開幕戦のモロッコ戦ではセンターフォワードとして先発しました。しかし、その後はマテウス・クーニャが前線で結果を残し、イゴール・チアゴの出場機会は限られていきました。
開幕戦で先発を任されたということは、大会前の時点では一定の信頼を得ていたということです。ただ、ワールドカップ本大会では、限られたチャンスの中で明確な結果を残すことが求められます。
その点で、イゴール・チアゴは大会中に序列を上げるどころか、クーニャにポジションを奪われた印象が残りました。実力がないというより、代表内での立場を強めることはできなかった大会だったと言えます。
ロジェール・イバニェス
ロジェール・イバニェスも、今大会では評価を上げきれなかった選手です。
開幕戦のモロッコ戦で右サイドに起用されましたが、前半のみで交代となりました。本職のセンターバックとは異なる役割だったこともあり、難しい起用だった面はあります。それでも、ブラジル代表の初戦で前半交代となったインパクトは小さくありません。
ブラジルはその後、右サイドや守備ラインの構成を変更しており、イバニェスが大会を通じて序列を高めたとは言いにくい状況でした。
もちろん、これはイバニェスだけの問題ではありません。アンチェロッティ監督の起用法にも疑問は残ります。ただ、選手個人の評価という視点では、今大会で大きなアピールに成功したとは言いにくいでしょう。
エンドリッキ
エンドリッキは、ブラジル代表の次世代エース候補として大きな期待を集めていました。
ただ、今大会では途中出場が中心となり、十分な出場時間を得たとは言いにくい大会でした。そのため、単純に「期待外れ」と言い切るのは少し厳しいかもしれません。
それでも、エンドリッキほどの注目度を持つ選手であれば、限られた時間の中でも決定的な仕事が求められます。ノルウェー戦では得点機もありましたが、チームを救う一撃にはつながりませんでした。
まだ19歳であり、今後のキャリアを考えれば悲観する必要はありません。しかし、2026年ワールドカップに限れば、評価を大きく上げる大会にはできなかったと言えます。
まとめ
2026年ワールドカップのブラジル代表は、ベスト16で敗退する悔しい結果に終わりました。

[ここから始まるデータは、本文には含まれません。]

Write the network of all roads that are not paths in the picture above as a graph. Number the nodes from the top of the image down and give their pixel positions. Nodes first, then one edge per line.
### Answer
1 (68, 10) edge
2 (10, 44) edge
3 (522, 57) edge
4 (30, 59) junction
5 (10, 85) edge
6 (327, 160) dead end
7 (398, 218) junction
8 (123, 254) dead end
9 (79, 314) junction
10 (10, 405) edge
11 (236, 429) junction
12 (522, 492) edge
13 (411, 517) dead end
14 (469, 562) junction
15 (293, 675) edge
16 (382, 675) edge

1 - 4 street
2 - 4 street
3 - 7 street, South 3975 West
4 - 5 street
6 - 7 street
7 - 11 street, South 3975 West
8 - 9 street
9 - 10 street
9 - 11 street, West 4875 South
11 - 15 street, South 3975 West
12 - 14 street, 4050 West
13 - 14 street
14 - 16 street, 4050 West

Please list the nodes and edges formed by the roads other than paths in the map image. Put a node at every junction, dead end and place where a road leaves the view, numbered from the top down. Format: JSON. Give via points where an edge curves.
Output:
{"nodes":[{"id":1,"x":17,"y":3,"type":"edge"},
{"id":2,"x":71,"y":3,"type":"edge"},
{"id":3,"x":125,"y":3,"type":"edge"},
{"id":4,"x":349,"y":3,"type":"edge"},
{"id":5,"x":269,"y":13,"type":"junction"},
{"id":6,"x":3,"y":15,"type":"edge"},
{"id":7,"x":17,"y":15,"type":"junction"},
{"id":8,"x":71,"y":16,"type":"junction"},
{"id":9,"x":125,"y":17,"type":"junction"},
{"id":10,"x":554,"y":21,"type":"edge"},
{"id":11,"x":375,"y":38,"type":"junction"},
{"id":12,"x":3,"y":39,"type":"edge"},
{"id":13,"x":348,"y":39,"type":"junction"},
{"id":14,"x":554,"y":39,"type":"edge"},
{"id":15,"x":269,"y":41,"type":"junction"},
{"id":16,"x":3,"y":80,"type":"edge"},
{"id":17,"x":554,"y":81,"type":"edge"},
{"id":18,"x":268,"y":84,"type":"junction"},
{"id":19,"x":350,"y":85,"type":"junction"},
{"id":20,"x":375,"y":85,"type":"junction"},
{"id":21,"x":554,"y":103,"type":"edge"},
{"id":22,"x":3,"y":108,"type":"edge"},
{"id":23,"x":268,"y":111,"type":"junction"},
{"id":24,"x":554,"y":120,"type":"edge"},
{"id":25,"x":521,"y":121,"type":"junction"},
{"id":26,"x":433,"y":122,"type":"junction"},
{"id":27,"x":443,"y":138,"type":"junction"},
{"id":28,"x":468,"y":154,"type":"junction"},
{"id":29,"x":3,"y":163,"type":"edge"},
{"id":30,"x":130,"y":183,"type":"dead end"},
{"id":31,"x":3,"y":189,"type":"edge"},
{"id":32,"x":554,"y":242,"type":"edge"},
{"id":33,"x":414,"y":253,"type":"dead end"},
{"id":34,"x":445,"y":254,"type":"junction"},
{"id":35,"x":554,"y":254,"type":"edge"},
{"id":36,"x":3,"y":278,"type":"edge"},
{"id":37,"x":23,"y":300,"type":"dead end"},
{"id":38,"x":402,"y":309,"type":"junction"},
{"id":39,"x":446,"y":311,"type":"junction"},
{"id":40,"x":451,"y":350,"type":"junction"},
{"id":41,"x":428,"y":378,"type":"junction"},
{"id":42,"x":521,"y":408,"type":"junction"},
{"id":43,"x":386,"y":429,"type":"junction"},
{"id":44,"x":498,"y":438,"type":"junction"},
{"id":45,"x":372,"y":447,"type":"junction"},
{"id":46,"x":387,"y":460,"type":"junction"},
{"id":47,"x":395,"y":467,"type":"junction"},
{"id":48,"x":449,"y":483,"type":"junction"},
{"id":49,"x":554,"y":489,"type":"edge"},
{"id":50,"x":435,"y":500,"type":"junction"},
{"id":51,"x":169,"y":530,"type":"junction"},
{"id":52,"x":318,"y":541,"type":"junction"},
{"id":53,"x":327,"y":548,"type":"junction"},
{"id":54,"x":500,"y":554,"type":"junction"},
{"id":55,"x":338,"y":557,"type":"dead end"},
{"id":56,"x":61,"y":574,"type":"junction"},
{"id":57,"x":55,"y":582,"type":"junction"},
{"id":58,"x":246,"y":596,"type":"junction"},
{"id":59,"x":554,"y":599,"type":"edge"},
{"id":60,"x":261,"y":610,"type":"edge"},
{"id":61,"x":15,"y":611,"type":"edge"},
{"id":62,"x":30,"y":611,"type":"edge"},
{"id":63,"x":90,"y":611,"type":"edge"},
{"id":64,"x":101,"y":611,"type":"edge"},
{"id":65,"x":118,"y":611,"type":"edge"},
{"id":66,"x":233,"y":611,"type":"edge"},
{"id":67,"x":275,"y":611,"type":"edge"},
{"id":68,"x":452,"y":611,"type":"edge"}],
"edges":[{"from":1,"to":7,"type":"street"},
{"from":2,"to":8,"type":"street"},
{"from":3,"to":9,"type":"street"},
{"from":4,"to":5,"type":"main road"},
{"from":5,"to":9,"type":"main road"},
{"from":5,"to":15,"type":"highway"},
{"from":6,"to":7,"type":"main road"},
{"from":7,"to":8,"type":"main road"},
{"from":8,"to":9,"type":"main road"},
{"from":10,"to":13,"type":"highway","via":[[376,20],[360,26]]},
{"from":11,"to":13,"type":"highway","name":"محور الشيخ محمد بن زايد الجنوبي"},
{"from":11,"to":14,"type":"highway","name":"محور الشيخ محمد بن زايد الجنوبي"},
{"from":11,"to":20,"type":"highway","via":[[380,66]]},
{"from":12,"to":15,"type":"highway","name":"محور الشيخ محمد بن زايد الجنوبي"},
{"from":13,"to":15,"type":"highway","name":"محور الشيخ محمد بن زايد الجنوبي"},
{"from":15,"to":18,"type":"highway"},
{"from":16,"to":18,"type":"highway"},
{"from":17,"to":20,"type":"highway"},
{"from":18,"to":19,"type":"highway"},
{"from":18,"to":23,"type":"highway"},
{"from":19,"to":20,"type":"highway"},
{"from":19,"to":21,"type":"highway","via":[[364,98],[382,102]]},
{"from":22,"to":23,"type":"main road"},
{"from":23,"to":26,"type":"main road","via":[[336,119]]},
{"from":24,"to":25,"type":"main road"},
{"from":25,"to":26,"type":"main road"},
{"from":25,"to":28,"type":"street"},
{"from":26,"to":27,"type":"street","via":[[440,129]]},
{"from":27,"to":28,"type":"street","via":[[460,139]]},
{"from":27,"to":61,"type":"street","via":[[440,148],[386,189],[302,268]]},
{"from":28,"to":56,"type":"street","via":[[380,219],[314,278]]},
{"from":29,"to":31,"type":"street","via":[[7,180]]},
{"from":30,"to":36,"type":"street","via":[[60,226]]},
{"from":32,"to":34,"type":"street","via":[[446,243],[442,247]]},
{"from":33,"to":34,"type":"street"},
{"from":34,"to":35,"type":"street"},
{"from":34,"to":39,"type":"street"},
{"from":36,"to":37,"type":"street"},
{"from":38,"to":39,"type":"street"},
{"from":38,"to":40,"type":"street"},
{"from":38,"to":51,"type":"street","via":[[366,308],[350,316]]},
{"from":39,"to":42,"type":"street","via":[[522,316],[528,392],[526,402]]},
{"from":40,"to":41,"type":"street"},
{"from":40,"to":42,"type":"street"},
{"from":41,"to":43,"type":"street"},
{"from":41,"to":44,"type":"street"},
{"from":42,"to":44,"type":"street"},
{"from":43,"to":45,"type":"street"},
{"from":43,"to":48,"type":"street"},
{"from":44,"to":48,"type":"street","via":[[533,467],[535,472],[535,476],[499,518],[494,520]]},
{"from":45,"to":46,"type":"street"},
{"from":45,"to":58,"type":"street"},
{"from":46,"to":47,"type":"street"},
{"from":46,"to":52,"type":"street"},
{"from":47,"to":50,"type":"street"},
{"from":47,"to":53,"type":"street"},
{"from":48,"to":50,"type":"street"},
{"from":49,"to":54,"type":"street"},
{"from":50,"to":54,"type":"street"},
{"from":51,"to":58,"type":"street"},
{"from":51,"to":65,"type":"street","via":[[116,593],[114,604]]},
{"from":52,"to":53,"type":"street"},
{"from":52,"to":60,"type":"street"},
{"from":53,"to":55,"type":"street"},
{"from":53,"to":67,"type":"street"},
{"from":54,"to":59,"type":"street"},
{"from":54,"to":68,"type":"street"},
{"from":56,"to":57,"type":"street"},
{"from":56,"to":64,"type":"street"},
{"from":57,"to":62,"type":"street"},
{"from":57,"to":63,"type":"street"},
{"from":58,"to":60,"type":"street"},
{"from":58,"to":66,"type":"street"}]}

その中でも、ヴィニシウス・ジュニオールは攻撃の中心として結果を残し、ガブリエウ・マルティネッリは日本戦の決勝ゴールで存在感を示しました。さらに、19歳のラヤンも大会中に出場機会を増やし、次世代の候補として評価を高めました。
一方で、イゴール・チアゴは開幕戦先発から序列を下げた印象があり、ロジェール・イバニェスは難しい起用の中で前半交代となりました。エンドリッキも、出場時間の少なさはあったものの、限られたチャンスで決定的な結果を残すところまでは届きませんでした。
ブラジル代表はタレントの質では大会屈指でしたが、個々の能力をチームとして最大限に引き出せたかという点では課題が残ります。
今回評価を上げた選手たちが、次の大会で中心となるのか。そして、評価を上げきれなかった選手たちがどのように巻き返すのか。早期敗退に終わったからこそ、ワールドカップ後のブラジル代表の変化にも注目したいところです。